In the face of market uncertainty, cash levels have increased significantly as investors have sought the perceived safety of holding this type of asset. Brooks Macdonald highlights why multi-asset funds offer an effective alternative for advisers’ clients – especially given the battle against inflation.
Putting cash into savings accounts may seem appealing to investors faced with volatile markets. However, maintaining this strategy of leaving cash in accounts that pay lower rates may result in a negative wealth effect over the longer term when the impact of inflation is considered.
The goal of ‘real’ returns
For many investors, inflation is their most important benchmark. Their broad objective is to grow their wealth ahead of inflation and, by doing so, maintain their purchasing power into the future. Consumer price inflation rose to 10.1% in January – a 30-year high and far above the Bank of England’s 2% long-term target.[1]

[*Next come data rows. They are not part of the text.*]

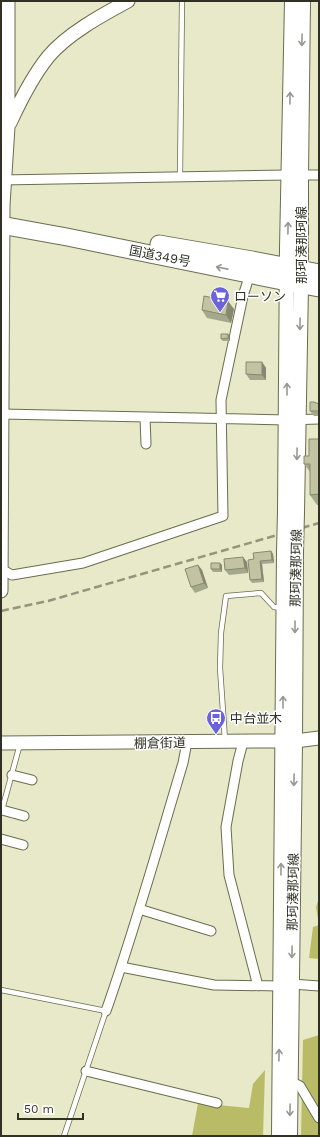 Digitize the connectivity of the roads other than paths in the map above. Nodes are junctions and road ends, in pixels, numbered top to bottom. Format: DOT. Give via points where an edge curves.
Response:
graph roads {
  1 [pos="8,1"];
  2 [pos="128,1"];
  3 [pos="182,1"];
  4 [pos="292,1"];
  5 [pos="303,1"];
  6 [pos="8,127"];
  7 [pos="295,175"];
  8 [pos="319,175"];
  9 [pos="180,178"];
  10 [pos="2,180"];
  11 [pos="2,221"];
  12 [pos="319,273"];
  13 [pos="250,274"];
  14 [pos="294,276"];
  15 [pos="319,288"];
  16 [pos="2,297"];
  17 [pos="2,414"];
  18 [pos="145,417"];
  19 [pos="221,418"];
  20 [pos="319,419"];
  21 [pos="292,420"];
  22 [pos="146,444"];
  23 [pos="290,552"];
  24 [pos="1,569"];
  25 [pos="1,583"];
  26 [pos="1,591"];
  27 [pos="284,608"];
  28 [pos="319,738"];
  29 [pos="289,741"];
  30 [pos="187,742"];
  31 [pos="225,742"];
  32 [pos="243,742"];
  33 [pos="1,743"];
  34 [pos="21,743"];
  35 [pos="12,775"];
  36 [pos="32,780"];
  37 [pos="2,812"];
  38 [pos="24,816"];
  39 [pos="1,839"];
  40 [pos="23,845"];
  41 [pos="139,909"];
  42 [pos="211,931"];
  43 [pos="121,967"];
  44 [pos="286,985"];
  45 [pos="258,986"];
  46 [pos="319,986"];
  47 [pos="1,990"];
  48 [pos="106,1011"];
  49 [pos="86,1071"];
  50 [pos="290,1081"];
  51 [pos="217,1103"];
  52 [pos="319,1118"];
  53 [pos="64,1136"];
  54 [pos="279,1136"];
  55 [pos="290,1136"];
  1 -- 6 [label="street"];
  2 -- 6 [label="street" via="74,34 49,56 30,83"];
  3 -- 9 [label="lane"];
  7 -- 4 [label="main road, 那珂湊那珂線, one-way"];
  5 -- 7 [label="main road, 那珂湊那珂線, one-way"];
  6 -- 10 [label="street"];
  7 -- 8 [label="street"];
  7 -- 9 [label="street"];
  7 -- 14 [label="main road, 那珂湊那珂線"];
  9 -- 10 [label="street"];
  10 -- 11 [label="street"];
  13 -- 11 [label="highway, 国道349号, one-way" via="67,237"];
  11 -- 14 [label="highway, 国道349号"];
  11 -- 16 [label="street"];
  12 -- 14 [label="highway, 国道349号"];
  13 -- 14 [label="highway, 国道349号"];
  13 -- 19 [label="street" via="221,400"];
  14 -- 15 [label="highway, 国道349号"];
  14 -- 21 [label="main road, 那珂湊那珂線"];
  16 -- 17 [label="street"];
  17 -- 18 [label="street"];
  17 -- 24 [label="street"];
  18 -- 19 [label="street"];
  18 -- 22 [label="street"];
  19 -- 21 [label="street"];
  19 -- 24 [label="street" via="223,516 83,563 12,575"];
  20 -- 21 [label="street"];
  21 -- 23 [label="main road, 那珂湊那珂線, bridge"];
  23 -- 27 [label="main road, 那珂湊那珂線"];
  23 -- 29 [label="main road, 那珂湊那珂線, one-way"];
  24 -- 25 [label="street"];
  25 -- 26 [label="street"];
  29 -- 27 [label="main road, 那珂湊那珂線, one-way"];
  27 -- 31 [label="lane" via="274,607 261,593 226,596 220,668"];
  28 -- 29 [label="street, 棚倉街道"];
  29 -- 32 [label="street, 棚倉街道"];
  29 -- 44 [label="main road, 那珂湊那珂線"];
  30 -- 31 [label="street, 棚倉街道"];
  30 -- 34 [label="street, 棚倉街道"];
  30 -- 41 [label="street"];
  31 -- 32 [label="street, 棚倉街道"];
  32 -- 45 [label="street" via="226,827 228,874"];
  33 -- 34 [label="street, 棚倉街道"];
  34 -- 35 [label="lane"];
  35 -- 36 [label="street"];
  35 -- 37 [label="lane"];
  37 -- 38 [label="street"];
  39 -- 40 [label="street"];
  41 -- 42 [label="street"];
  41 -- 43 [label="street"];
  43 -- 45 [label="street" via="214,985"];
  43 -- 48 [label="street"];
  44 -- 45 [label="street"];
  44 -- 46 [label="street"];
  44 -- 50 [label="main road, 那珂湊那珂線"];
  54 -- 44 [label="main road, 那珂湊那珂線, one-way"];
  47 -- 48 [label="lane"];
  48 -- 49 [label="lane"];
  49 -- 51 [label="street"];
  49 -- 53 [label="lane"];
  50 -- 52 [label="street" via="300,1086"];
  50 -- 55 [label="main road, 那珂湊那珂線, one-way"];
}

It is a strange world when investors, whose objectives are to grow their wealth to beat inflation, are comfortable holding increased levels of cash. The Bank of England base rate currently sits at 4.00%[2] and, therefore, is likely to result in the failure to meet this objective over the longer term.[2]
So, now may be a good time to reassess investment options to make cash work harder against the backdrop of inflation and keeping clients’ long-term financial goals on track. Volatility in markets can be disconcerting, but investing, and remaining invested, through the various ‘ups and downs’ tends to be the better option in terms of achieving longer-term investment goals.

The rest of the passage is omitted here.